**ASSIGNED TASK**
All of the data should be given again word for word, though the images are to be left out.

**ENTRIES PROVIDED**

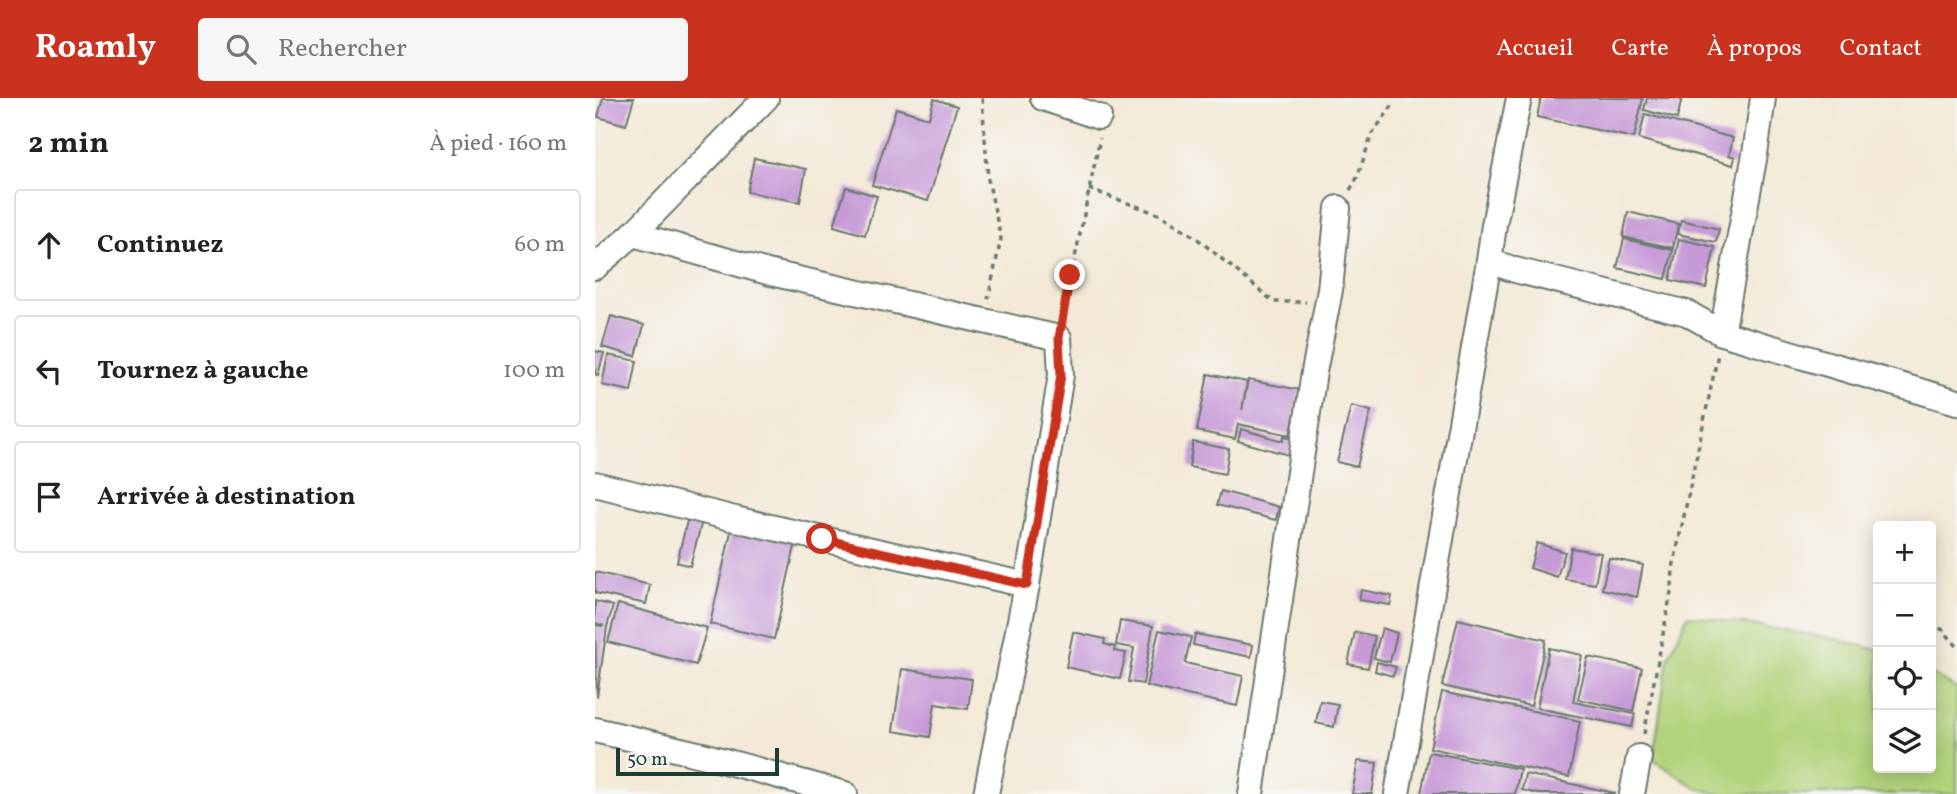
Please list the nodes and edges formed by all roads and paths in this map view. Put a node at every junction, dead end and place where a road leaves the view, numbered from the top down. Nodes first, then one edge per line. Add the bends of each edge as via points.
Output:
1 (766, 98) edge
2 (982, 98) edge
3 (1042, 98) edge
4 (1519, 98) edge
5 (1763, 98) edge
6 (1395, 102) dead end
7 (1100, 117) joint
8 (1357, 178) dead end
9 (1089, 189) junction
10 (1338, 208) dead end
11 (633, 234) junction
12 (1489, 261) junction
13 (596, 265) edge
14 (1330, 290) junction
15 (980, 321) junction
16 (1722, 333) junction
17 (1059, 338) junction
18 (1957, 402) edge
19 (595, 484) edge
20 (1027, 585) junction
21 (1936, 626) edge
22 (1957, 646) edge
23 (595, 730) edge
24 (1639, 757) joint
25 (845, 794) edge
26 (986, 794) edge
27 (1251, 794) edge
28 (1397, 794) edge
29 (1632, 794) edge

1 - 11 street
2 - 15 path via 988,179 1001,239
3 - 7 street
4 - 12 street
5 - 16 street
6 - 8 path via 1372,134
7 - 9 path via 1103,126
9 - 14 path via 1161,215 1274,302 1303,303
9 - 17 path
10 - 14 street
11 - 13 street
11 - 15 street via 771,273
12 - 16 street via 1687,313
12 - 28 street
14 - 27 street
15 - 17 street
16 - 18 street
16 - 24 path
17 - 20 street via 1061,375
19 - 20 street
20 - 26 street
21 - 22 path
23 - 25 street
24 - 29 street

**RESULT OF THIS TASK**
Please list the nodes and edges formed by all roads and paths in this map view. Put a node at every junction, dead end and place where a road leaves the view, numbered from the top down. Nodes first, then one edge per line. Add the bends of each edge as via points.
Output:
1 (766, 98) edge
2 (982, 98) edge
3 (1042, 98) edge
4 (1519, 98) edge
5 (1763, 98) edge
6 (1395, 102) dead end
7 (1100, 117) joint
8 (1357, 178) dead end
9 (1089, 189) junction
10 (1338, 208) dead end
11 (633, 234) junction
12 (1489, 261) junction
13 (596, 265) edge
14 (1330, 290) junction
15 (980, 321) junction
16 (1722, 333) junction
17 (1059, 338) junction
18 (1957, 402) edge
19 (595, 484) edge
20 (1027, 585) junction
21 (1936, 626) edge
22 (1957, 646) edge
23 (595, 730) edge
24 (1639, 757) joint
25 (845, 794) edge
26 (986, 794) edge
27 (1251, 794) edge
28 (1397, 794) edge
29 (1632, 794) edge

1 - 11 street
2 - 15 path via 988,179 1001,239
3 - 7 street
4 - 12 street
5 - 16 street
6 - 8 path via 1372,134
7 - 9 path via 1103,126
9 - 14 path via 1161,215 1274,302 1303,303
9 - 17 path
10 - 14 street
11 - 13 street
11 - 15 street via 771,273
12 - 16 street via 1687,313
12 - 28 street
14 - 27 street
15 - 17 street
16 - 18 street
16 - 24 path
17 - 20 street via 1061,375
19 - 20 street
20 - 26 street
21 - 22 path
23 - 25 street
24 - 29 street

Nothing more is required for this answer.